Ukraine-Russia war: Zelensky asks American Jews for support

The Ukrainian president compared Russian destruction in his country that he compared to the Nazi German army marching across Europe.

 Ukrainian President Volodymyr Zelensky makes a statement in Kyiv, Ukraine, February 25, 2022. (photo credit: Ukrainian Presidential Press Service/Handout via REUTERS)
Ukrainian President Volodymyr Zelensky makes a statement in Kyiv, Ukraine, February 25, 2022.
(photo credit: Ukrainian Presidential Press Service/Handout via REUTERS)

Ukrainian president Volodymyr Zelensky appealed to American Jews for support on Monday with an unsparing account of Russian destruction in his country that he compared to the Nazi German army marching across Europe.
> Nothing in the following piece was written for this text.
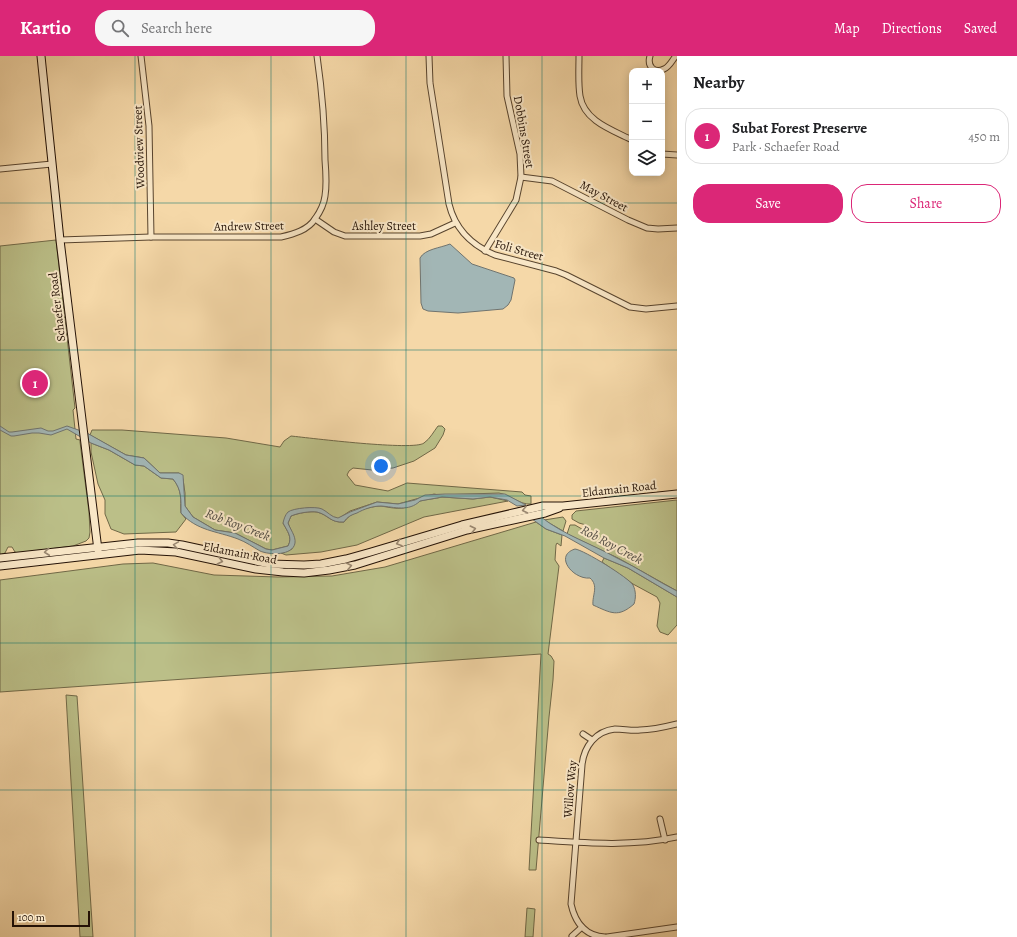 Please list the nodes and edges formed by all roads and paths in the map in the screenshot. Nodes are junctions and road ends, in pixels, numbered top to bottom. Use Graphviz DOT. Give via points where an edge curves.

"This is just pure Nazi behavior. I can't even qualify this in any different manner," Zelensky told an umbrellas group, the Conference of Presidents of American Jewish Organizations, as he continued to press for more fighter planes from the West and a no-fly zone that NATO has so far rejected.

Zelensky ran through a list of the cities and towns he said had been destroyed by Russian forces, while outnumbered Ukrainians were fighting with everything they had, even when they had no weapons.

"They are throwing themselves under the tanks - just for you to understand what's happening here," the Ukrainian leader, who is Jewish, said in a Zoom call.

The Russians are not letting people leave towns and cities they have attacked, are not allowing food and water to be brought in and are disconnecting the internet, television and electricity, he said.

"All of this happened during Nazi times," he said. "The survival of the Ukrainian nation - the question will be the same as antisemitism...All of these millions of people are going to be exterminated."

 A firefighter works to extinguish fire at a warehouse that caught flames, according to local authorities, after shelling, as Russia's invasion of Ukraine continues, in the village of Chaiky in the Kyiv region, Ukraine March 3, 2022. (credit: Serhii Nuzhnenko/Reuters)
A firefighter works to extinguish fire at a warehouse that caught flames, according to local authorities, after shelling, as Russia's invasion of Ukraine continues, in the village of Chaiky in the Kyiv region, Ukraine March 3, 2022. (credit: Serhii Nuzhnenko/Reuters)

Zelensky said 13 people died in the bombing of a bakery in Kyiv on Monday and on Sunday, 50 children with cancer had to be moved after a missile hit a pediatric hospital in the city.

Russia calls the campaign it launched on February 24 a "special military operation" to disarm Ukraine and remove leaders it describes as neo-Nazis. Ukraine and its allies call this a pretext for an invasion to conquer the nation of 44 million.

The scope and scale of the Russian assault on his country were as unexpected and devastating as the September 11, 2001 attacks were for Americans, he said.

"They're bombing the life out of everything that is moving," Zelensky told the group.